Cassian, his Illyrian brother, slammed his door open, the blades hung on the wall behind it rattling as his voice boomed, “Come on Az, rise and shine!”
The broad-shouldered warrior standing at the threshold was dressed in full black scaled armor, red siphons glowing lightly on his shoulders, wings slightly flared out, eyes glittering with mischief.
Azriel glared at him.
“Get out.” Azriel sent a shadow to push the door closed on his brother’s face.
“Come on Az,” Cassian said, but Azriel turned the lock on him.

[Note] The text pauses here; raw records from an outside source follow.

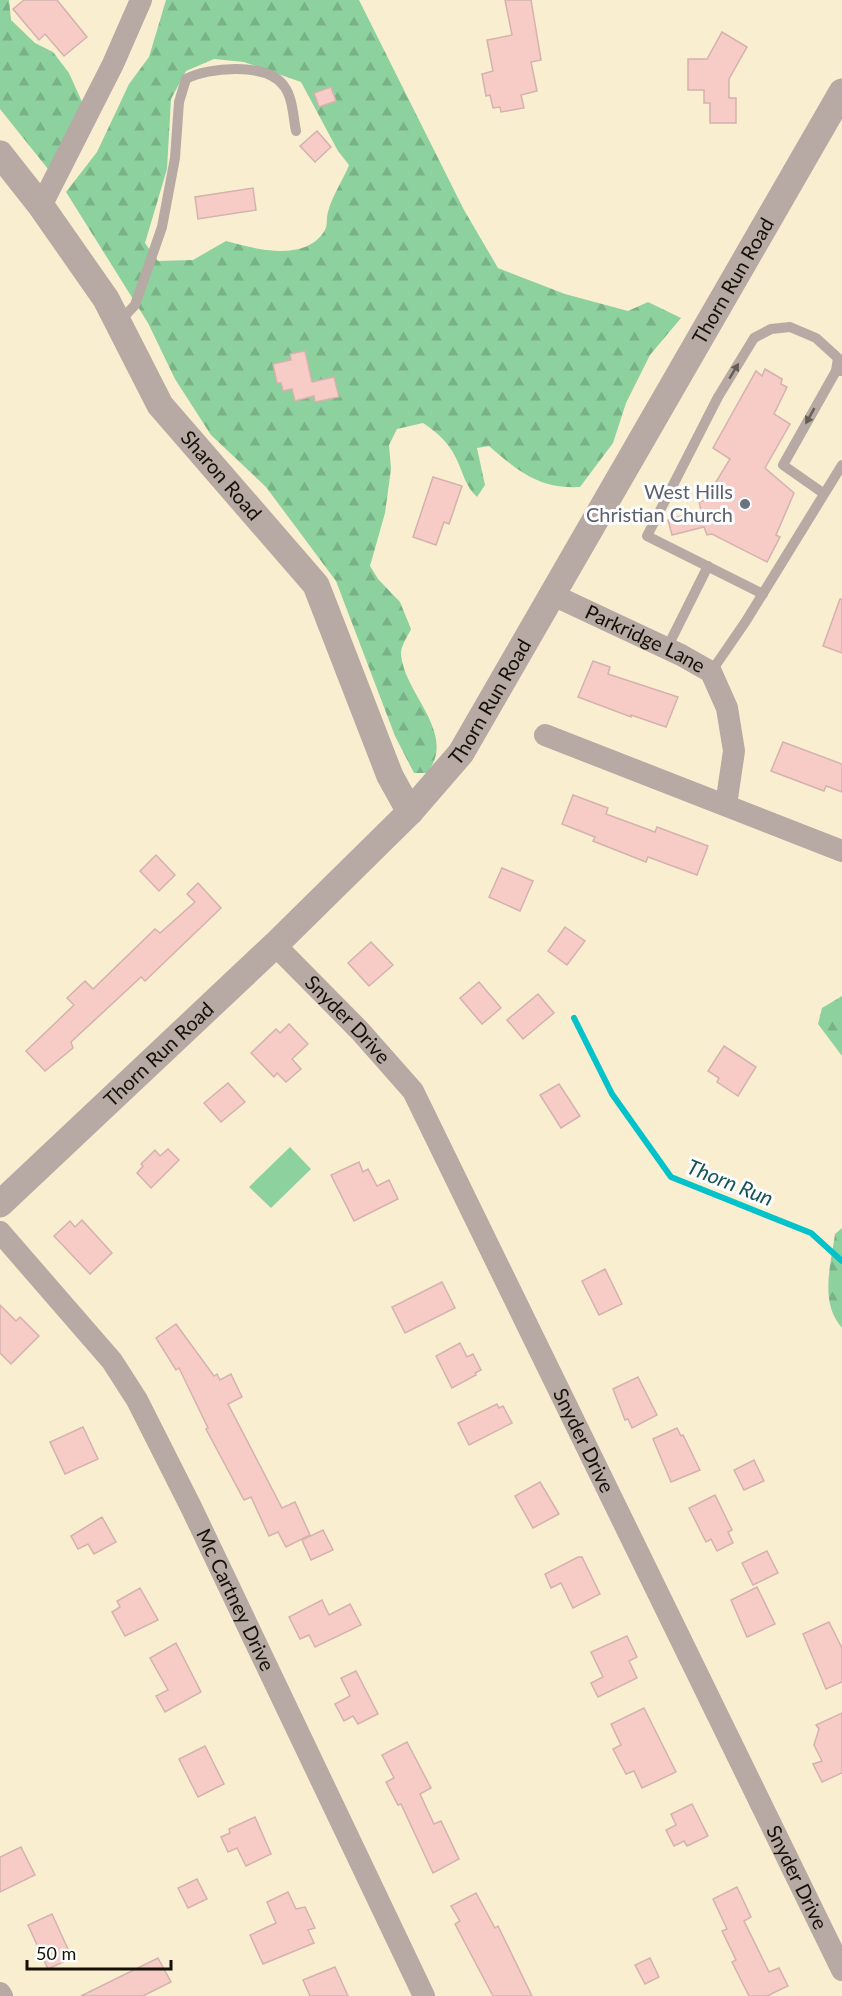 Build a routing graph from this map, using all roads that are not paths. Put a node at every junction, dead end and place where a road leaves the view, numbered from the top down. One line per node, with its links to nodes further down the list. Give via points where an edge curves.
1 (141, 0): 5 (street)
2 (842, 92): 12 (street, Thorn Run Road)
3 (296, 131): 6 (lane, via 289,95 282,83 268,75 220,68 186,79 179,102 175,158 162,227 135,304)
4 (0, 154): 5 (street, Sharon Road)
5 (41, 206): 6 (street, Sharon Road, via 106,299)
6 (118, 323): 17 (street, Sharon Road, via 160,405 316,585 390,776)
7 (839, 371): 9 (lane, one-way to 9, via 783,465); 10 (lane, one-way to 7, via 647,536 754,338 771,328 790,327 816,338 838,358)
8 (842, 465): 9 (lane)
9 (823, 493): 11 (lane)
10 (708, 566): 11 (lane); 13 (lane)
11 (763, 594): 14 (lane)
12 (553, 595): 13 (street, Parkridge Lane); 17 (street, Thorn Run Road, via 461,753)
13 (667, 648): 14 (street, Parkridge Lane)
14 (711, 672): 16 (street, Parkridge Lane, via 727,708 734,751)
15 (545, 735): 16 (street)
16 (726, 805): 18 (street)
17 (410, 812): 19 (street, Thorn Run Road)
18 (842, 851)
19 (275, 945): 20 (street, Thorn Run Road); 22 (street, Snyder Drive, via 413,1091)
20 (0, 1204)
21 (0, 1232): 23 (street, Mc Cartney Drive, via 112,1361 137,1400)
22 (842, 1970)
23 (424, 1996)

It was far too damn early for this kind of shit, and Cassian wouldn’t expect him to be awake and in a mood to rise for another hour. Pretending he liked to sleep in had been his way of trying to keep them from knowing how truly little he slept, but he had a sneaking feeling Rhysand had figured it out a many years ago, as he often found out things Azriel didn’t want him to know. But as usual, he’d said nothing about it.
Azriel heard a long drawn out sigh from Cassian through the wooden door. His voice came through anyway, lightly muffled, “Elain says she knows where Bryaxis is. Nesta and I are going. Thought you’d want to know, or come with us maybe-”
Cassian hadn’t finished the words before Azriel yanked open the door, dressed in his Illyrian fighting leathers, blue siphons gleaming, dagger at his side and sword at his back as he strode through the door and past Cassian.
“Too bad Elain can’t help me find my dagger you lost instead of just horrible monsters.” Azriel said, rolling his shoulders and stretching out his shoulders as he walked down the hallway.
“We’ve caught more in the last three months than the last three hundred years thanks to her,” Cassian said lightly, catching up to him, shoving open the door wide for them to walk into the clear morning air.
Cassian and Azriel both spread their wings, poised to leap into the skies.
“Then you can be the one to thank her if we survive this,” Azriel said to him dryly.
They leaped into the skies, and Azriel winnowed them through the dark shadows. He’d thank not just Elain, but the Cauldron, the Mother, and every single god he’d ever heard of if they survived the horrifying creature of shadow and death they now so foolishly hunted.